8. A défaut d'un raccordement individuel à l'eau potable pour chaque emplacement sur le terrain, le terrain dispose d'un ou de plusieurs points d'eau publics alimentés en eau potable disponible en permanence. Ces points d'eau sont pourvus d'un robinet au moins. Sur le terrain, un tel point d'eau public est disponible à 100 mètres maximum de tout emplacement dépourvu d'un raccordement individuel à l'eau potable.
A tous les points d'eau sur le terrain alimentés en eau non potable, un avertissement ou un pictogramme clair et bien visible signalant que l'eau n'est pas potable est affiché.
9. A défaut de raccordement au réseau d'égouts interne pour chaque emplacement sur le terrain, le terrain dispose d'un ou de plusieurs points de déversement publics des eaux usées. Ces points de déversement sont clairement indiqués de façon bien visible par un pictogramme.
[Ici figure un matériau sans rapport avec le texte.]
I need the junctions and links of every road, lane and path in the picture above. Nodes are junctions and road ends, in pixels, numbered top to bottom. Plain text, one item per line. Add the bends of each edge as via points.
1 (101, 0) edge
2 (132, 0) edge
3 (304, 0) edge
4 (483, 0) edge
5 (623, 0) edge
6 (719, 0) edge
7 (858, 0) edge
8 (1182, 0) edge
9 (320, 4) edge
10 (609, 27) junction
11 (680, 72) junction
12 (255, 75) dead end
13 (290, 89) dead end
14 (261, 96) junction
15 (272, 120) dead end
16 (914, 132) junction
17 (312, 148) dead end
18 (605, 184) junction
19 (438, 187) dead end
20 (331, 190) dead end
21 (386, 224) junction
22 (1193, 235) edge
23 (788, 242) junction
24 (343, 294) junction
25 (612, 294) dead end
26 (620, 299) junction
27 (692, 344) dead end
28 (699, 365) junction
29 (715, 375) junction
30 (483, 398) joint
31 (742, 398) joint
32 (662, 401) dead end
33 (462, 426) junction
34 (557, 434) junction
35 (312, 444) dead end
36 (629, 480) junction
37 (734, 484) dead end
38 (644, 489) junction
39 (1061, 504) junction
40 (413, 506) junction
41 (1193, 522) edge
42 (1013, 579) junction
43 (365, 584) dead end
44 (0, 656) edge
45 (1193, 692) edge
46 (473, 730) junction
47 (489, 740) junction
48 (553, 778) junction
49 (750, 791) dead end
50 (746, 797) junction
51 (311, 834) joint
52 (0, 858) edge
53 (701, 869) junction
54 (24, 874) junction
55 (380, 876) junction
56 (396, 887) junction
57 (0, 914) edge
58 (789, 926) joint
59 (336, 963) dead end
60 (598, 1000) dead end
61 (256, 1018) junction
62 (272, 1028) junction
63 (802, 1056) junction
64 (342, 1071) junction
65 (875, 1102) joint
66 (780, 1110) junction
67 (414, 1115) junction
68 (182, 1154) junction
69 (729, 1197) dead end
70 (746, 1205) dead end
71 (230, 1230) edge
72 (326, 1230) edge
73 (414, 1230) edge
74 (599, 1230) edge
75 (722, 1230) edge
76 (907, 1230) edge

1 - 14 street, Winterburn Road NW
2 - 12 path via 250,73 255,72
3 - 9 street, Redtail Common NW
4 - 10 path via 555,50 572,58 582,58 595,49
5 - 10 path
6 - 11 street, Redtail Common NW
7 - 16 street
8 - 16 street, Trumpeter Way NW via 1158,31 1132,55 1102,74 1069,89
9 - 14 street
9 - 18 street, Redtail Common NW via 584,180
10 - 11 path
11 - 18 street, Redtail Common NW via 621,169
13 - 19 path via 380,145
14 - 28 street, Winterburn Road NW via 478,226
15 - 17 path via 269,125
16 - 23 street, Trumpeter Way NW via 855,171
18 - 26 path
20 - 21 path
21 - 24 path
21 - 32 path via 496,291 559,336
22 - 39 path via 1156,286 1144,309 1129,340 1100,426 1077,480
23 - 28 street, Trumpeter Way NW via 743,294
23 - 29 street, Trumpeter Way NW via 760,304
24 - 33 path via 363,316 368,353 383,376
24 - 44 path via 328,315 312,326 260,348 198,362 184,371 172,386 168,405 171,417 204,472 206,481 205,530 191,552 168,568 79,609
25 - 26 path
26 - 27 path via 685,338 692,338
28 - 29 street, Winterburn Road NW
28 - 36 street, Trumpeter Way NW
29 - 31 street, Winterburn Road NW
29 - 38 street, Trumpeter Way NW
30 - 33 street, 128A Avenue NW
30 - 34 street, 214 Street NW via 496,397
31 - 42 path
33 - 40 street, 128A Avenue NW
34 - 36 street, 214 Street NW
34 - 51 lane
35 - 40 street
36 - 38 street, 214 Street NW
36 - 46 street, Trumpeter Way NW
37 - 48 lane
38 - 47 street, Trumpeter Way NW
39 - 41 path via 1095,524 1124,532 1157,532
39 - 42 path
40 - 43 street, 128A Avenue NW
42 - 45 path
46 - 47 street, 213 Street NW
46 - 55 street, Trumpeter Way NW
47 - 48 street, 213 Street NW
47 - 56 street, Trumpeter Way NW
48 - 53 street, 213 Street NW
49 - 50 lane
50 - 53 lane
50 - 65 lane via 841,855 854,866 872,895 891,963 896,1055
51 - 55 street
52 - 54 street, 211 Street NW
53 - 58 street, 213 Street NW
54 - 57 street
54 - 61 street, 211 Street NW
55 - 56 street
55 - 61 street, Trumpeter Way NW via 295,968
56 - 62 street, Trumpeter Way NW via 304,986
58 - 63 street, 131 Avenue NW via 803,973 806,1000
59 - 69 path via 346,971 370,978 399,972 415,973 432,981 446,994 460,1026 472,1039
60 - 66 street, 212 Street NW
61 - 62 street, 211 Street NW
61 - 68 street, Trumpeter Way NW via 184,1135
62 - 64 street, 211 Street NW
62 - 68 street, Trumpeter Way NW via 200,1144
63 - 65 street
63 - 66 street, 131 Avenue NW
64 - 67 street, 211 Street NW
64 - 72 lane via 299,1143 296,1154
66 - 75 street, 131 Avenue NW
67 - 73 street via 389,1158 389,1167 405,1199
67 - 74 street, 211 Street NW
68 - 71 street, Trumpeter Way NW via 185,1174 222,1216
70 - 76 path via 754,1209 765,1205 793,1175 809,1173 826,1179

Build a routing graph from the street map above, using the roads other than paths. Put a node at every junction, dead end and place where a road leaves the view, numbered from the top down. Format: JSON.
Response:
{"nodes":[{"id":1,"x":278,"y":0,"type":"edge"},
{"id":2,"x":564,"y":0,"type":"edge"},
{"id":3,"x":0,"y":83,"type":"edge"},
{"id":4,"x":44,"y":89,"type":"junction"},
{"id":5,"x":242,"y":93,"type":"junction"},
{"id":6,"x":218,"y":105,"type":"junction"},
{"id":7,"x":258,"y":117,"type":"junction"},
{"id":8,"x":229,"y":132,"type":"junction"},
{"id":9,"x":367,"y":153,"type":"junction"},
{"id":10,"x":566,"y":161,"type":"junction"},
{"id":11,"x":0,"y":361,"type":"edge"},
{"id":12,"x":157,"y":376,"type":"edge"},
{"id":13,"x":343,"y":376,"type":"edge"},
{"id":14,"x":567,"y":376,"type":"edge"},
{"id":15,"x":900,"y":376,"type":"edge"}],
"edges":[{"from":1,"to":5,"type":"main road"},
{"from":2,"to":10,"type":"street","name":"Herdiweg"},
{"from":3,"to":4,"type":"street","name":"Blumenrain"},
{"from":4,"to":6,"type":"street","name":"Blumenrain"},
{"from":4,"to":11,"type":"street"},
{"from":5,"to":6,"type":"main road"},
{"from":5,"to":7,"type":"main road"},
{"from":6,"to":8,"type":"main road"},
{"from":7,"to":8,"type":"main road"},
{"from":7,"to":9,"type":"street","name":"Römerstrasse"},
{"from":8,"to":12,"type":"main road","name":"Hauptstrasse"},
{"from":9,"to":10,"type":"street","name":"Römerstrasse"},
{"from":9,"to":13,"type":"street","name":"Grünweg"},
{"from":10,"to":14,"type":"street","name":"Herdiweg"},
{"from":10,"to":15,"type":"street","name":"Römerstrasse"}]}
Sur le terrain, un tel point de déversement est disponible à 100 mètres maximum de tout emplacement dépourvu d'un raccordement individuel au réseau d'égouts interne.
10. Tout terrain disposant d'un ou de plusieurs emplacements de camping touristique, emplacements saisonniers ou emplacements pour autocaravanes ou sur lequel les abris installés sur un emplacement résidentiel ne sont pas tous raccordés au réseau d'égouts interne dispose d'au moins un point de déversement de toilettes chimiques. Les points de déversement de toilettes chimiques sont équipés d'une chasse d'eau à flexible. Les points de déversement de toilettes chimiques sur le terrain sont clairement indiqués de façon bien visible par un pictogramme. Un point de déversement de toilettes chimiques est également compté comme point de déversement public des eaux usées tel que visé au point 9.
11. Les emplacements résidentiels et les emplacements saisonniers sur le terrain disposent d'un raccordement individuel à l'électricité avec une alimentation en courant de 4 ampères au moins.
Au moins 50 % du nombre d'emplacements de camping touristique sur le terrain disposent d'un raccordement individuel à l'électricité avec une alimentation en courant de 4 ampères au moins. Ces emplacements se trouvent à 50 mètres maximum du raccordement à l'électricité.
12. Tout terrain de plus de neuf emplacements dispose d'un lieu de collecte des déchets clairement indiqué de façon bien visible. Les papiers et cartons, le verre et les déchets résiduels au moins sont collectés séparément. Si le lieu de collecte des déchets n'est pas accessible en permanence, les heures d'ouverture sont affichées à l'entrée.
L'hébergement associé à un terrain de moins de dix emplacements dispose d'une ou de plusieurs poubelles d'une capacité suffisante.
13. Les abris fixes installés sur le terrain qui sont proposés sur le marché du tourisme par la gestion centrale satisfont au moins aux conditions d'ouverture et d'exploitation et aux normes de sécurité incendie spécifiques applicables à l'hébergement associé à une chambre.
14. L'hébergement associé à un terrain dispose d'une attestation ou d'un document démontrant que l'exploitation se trouve dans une zone dont la destination planologique permet l'exploitation et l'utilisation du terrain. A cet effet, Toerisme Vlaanderen met un modèle de formulaire à disposition.
15. L'hébergement touristique est proposé sur le marché du tourisme par l'exploitant et les personnes chargées de la gestion journalière ou de fait de l'hébergement touristique conformément à la vérité et à la réalité.